An agreement is called a void agreement if: a. It has no legal effect from the beginning, le. vold-ab-initio. b. It does not bind the parties.
c. it does not make arise legal actions and remedies even for the injured party. d. It is not enforceable by law. e. It is either illegal, immoral, or opposed to public policy.
2.7 CONTINGENT CONTRACTS
👉🏻MEANING OF CONTINGENT CONTRACT
A contingent contract is a contract to do or not to do something. If some event, collateral to such contract does or does not happen.
👉🏻CHARACTERISTICS OF A CONTINGENT CONTRACT
- The performance of a contract depends upon the happening or non-happening of some events.
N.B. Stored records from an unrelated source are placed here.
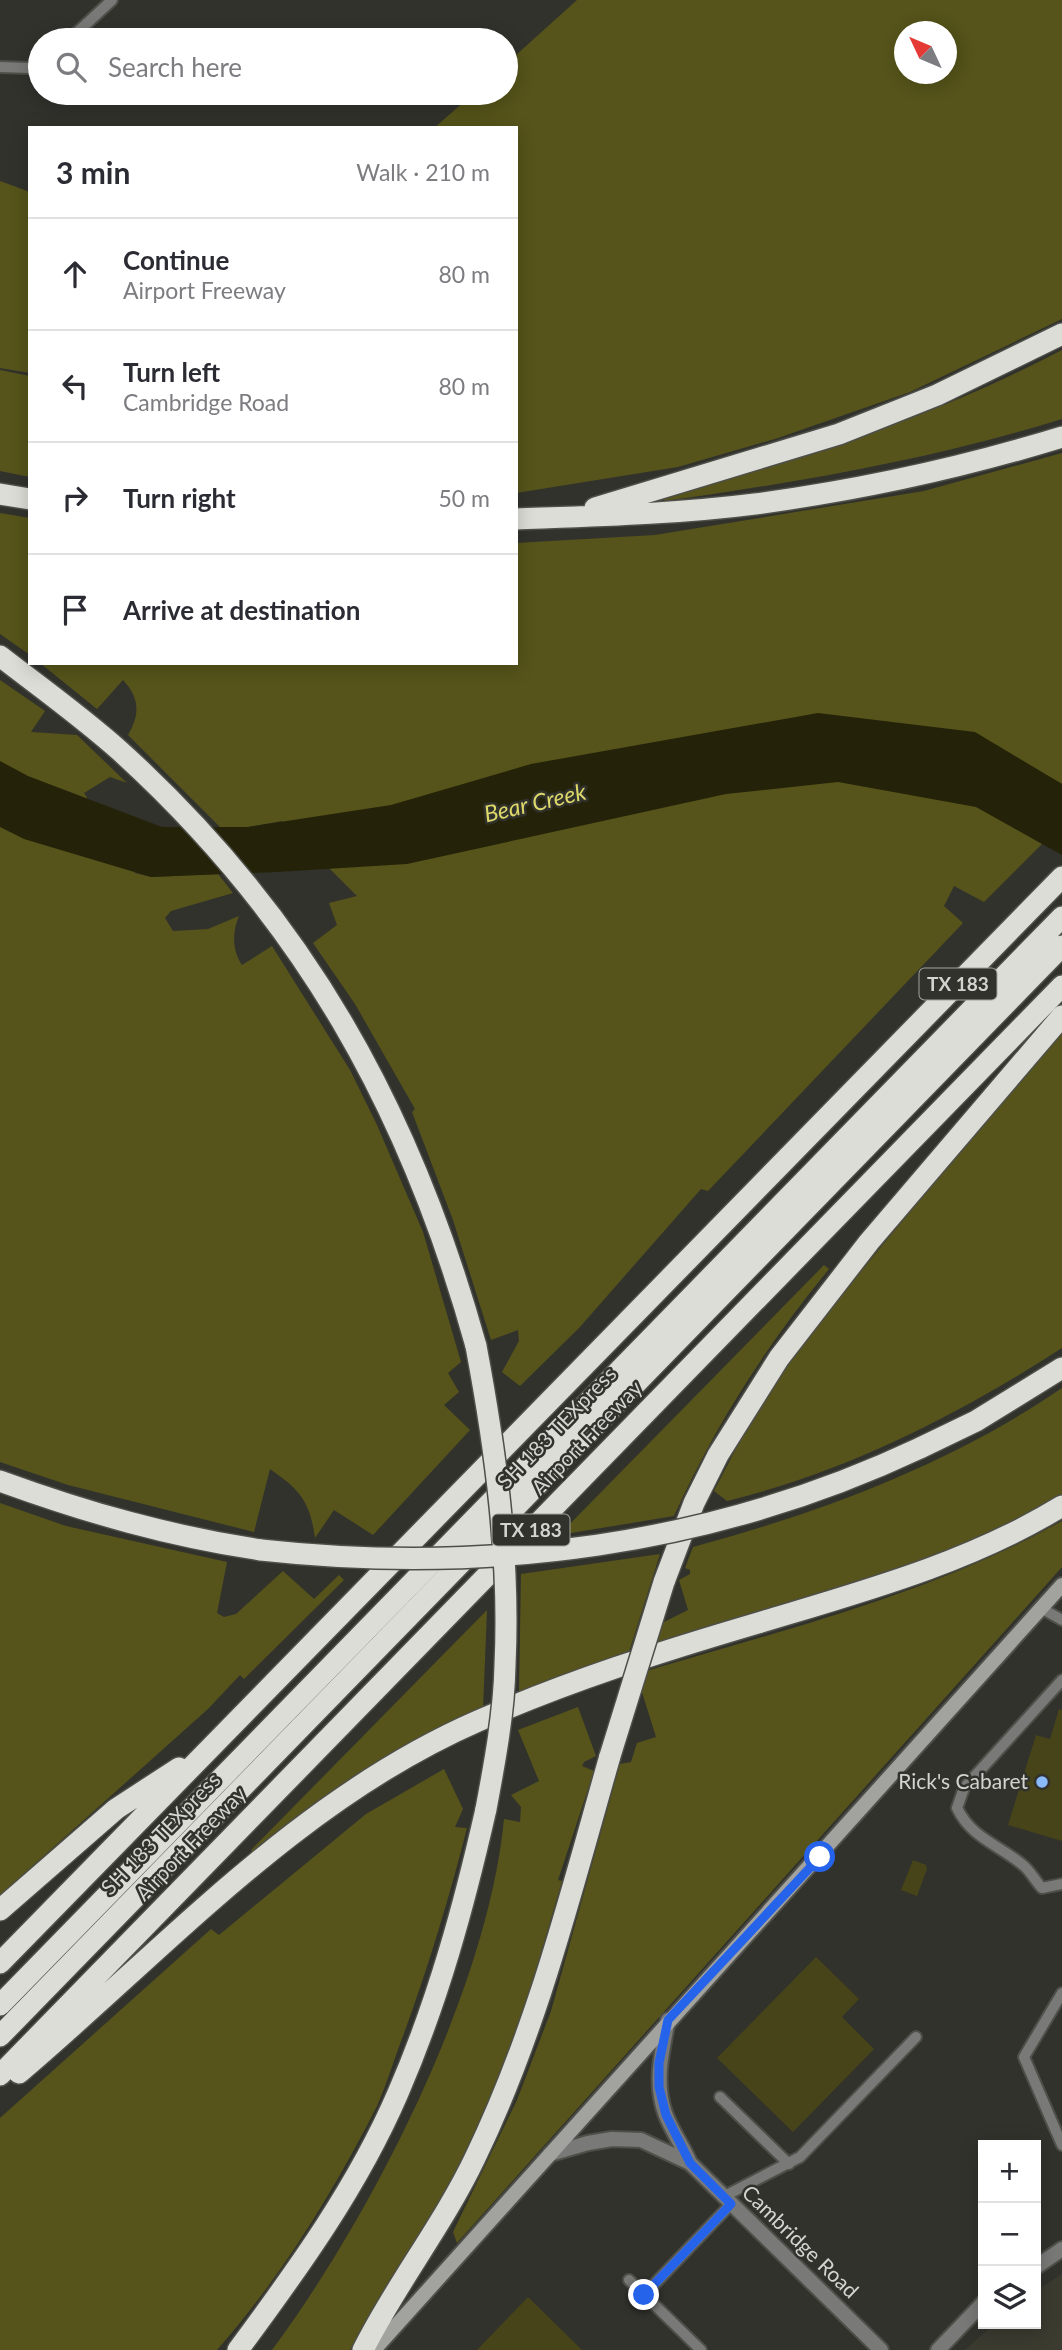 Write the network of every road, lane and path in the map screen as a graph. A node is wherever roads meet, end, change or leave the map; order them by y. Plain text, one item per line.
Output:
1 (112, 0) edge
2 (82, 28) edge
3 (0, 67) edge
4 (28, 68) edge
5 (1062, 334) edge
6 (1062, 438) edge
7 (0, 494) edge
8 (28, 499) edge
9 (570, 517) junction
10 (518, 519) edge
11 (0, 656) edge
12 (1062, 877) edge
13 (1062, 917) edge
14 (1049, 949) edge
15 (1062, 986) edge
16 (1062, 1016) edge
17 (1062, 1368) edge
18 (0, 1481) edge
19 (1062, 1506) edge
20 (1062, 1585) edge
21 (1041, 1608) junction
22 (1062, 1620) edge
23 (1062, 1681) edge
24 (212, 1746) junction
25 (1062, 1884) edge
26 (0, 1910) edge
27 (0, 1963) edge
28 (1062, 1993) edge
29 (0, 2005) edge
30 (668, 2020) junction
31 (0, 2036) edge
32 (916, 2037) dead end
33 (0, 2075) edge
34 (0, 2089) edge
35 (720, 2097) dead end
36 (1062, 2146) edge
37 (550, 2154) junction
38 (690, 2163) junction
39 (789, 2164) junction
40 (727, 2201) junction
41 (1062, 2249) edge
42 (1037, 2266) edge
43 (629, 2280) dead end
44 (644, 2295) junction
45 (978, 2308) edge
46 (238, 2350) edge
47 (363, 2350) edge
48 (374, 2350) edge
49 (701, 2350) edge
50 (881, 2350) edge
51 (938, 2350) edge

1 - 2 lane
3 - 4 lane
5 - 9 highway
6 - 9 highway
7 - 8 highway
9 - 10 highway
11 - 46 highway, bridge
12 - 24 highway, TX 183
13 - 14 highway, SH 183 TEXpress
14 - 29 highway, SH 183 TEXpress
14 - 31 highway, SH 183 TEXpress
15 - 33 highway, Airport Freeway / TX 183
16 - 47 highway, bridge
17 - 18 highway, bridge
19 - 34 highway
20 - 21 main road
21 - 22 lane
21 - 30 main road
23 - 25 lane
24 - 26 highway
24 - 27 highway, TX 183
28 - 36 lane
30 - 37 main road
30 - 38 street, Cambridge Road
32 - 39 lane
35 - 39 lane
37 - 38 street, Cambridge Road
37 - 48 main road
38 - 40 street, Cambridge Road
39 - 40 lane
40 - 44 lane
40 - 50 street, Cambridge Road
41 - 42 street
43 - 44 lane
44 - 49 lane
45 - 51 street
- The event must be a future event.
- The future event must be uncertain. If the event is certain or is bound to happen, the contract is not valid. But, if the time of happening of the future event is uncertain it amounts to an uncertain event and the contract is valid.
- The uncertain future event is collateral, i.e....... incidental to the contract. Where the event is the sole determining factor the contract is leveled as a wagering agreement.
👉🏻RULES REGARDING THE PERFORMANCE OF CONTINGENT CONTRACTS
- In the event of happening: The contract is not enforceable until the future event happens.
- In the event of non-happening: Contract is enforced if the happening of future events becomes impossible.
- Happening of event within a specified period: Contract is enforced only if the future event happens within the specific time.
- Non-happening of event within a specified period: Contract is enforced only if the happening of future event becomes impossible within the fixed time.
- Specified person
- Impossible event: Contract becomes void.
- Supervising impossibility: Contract becomes void.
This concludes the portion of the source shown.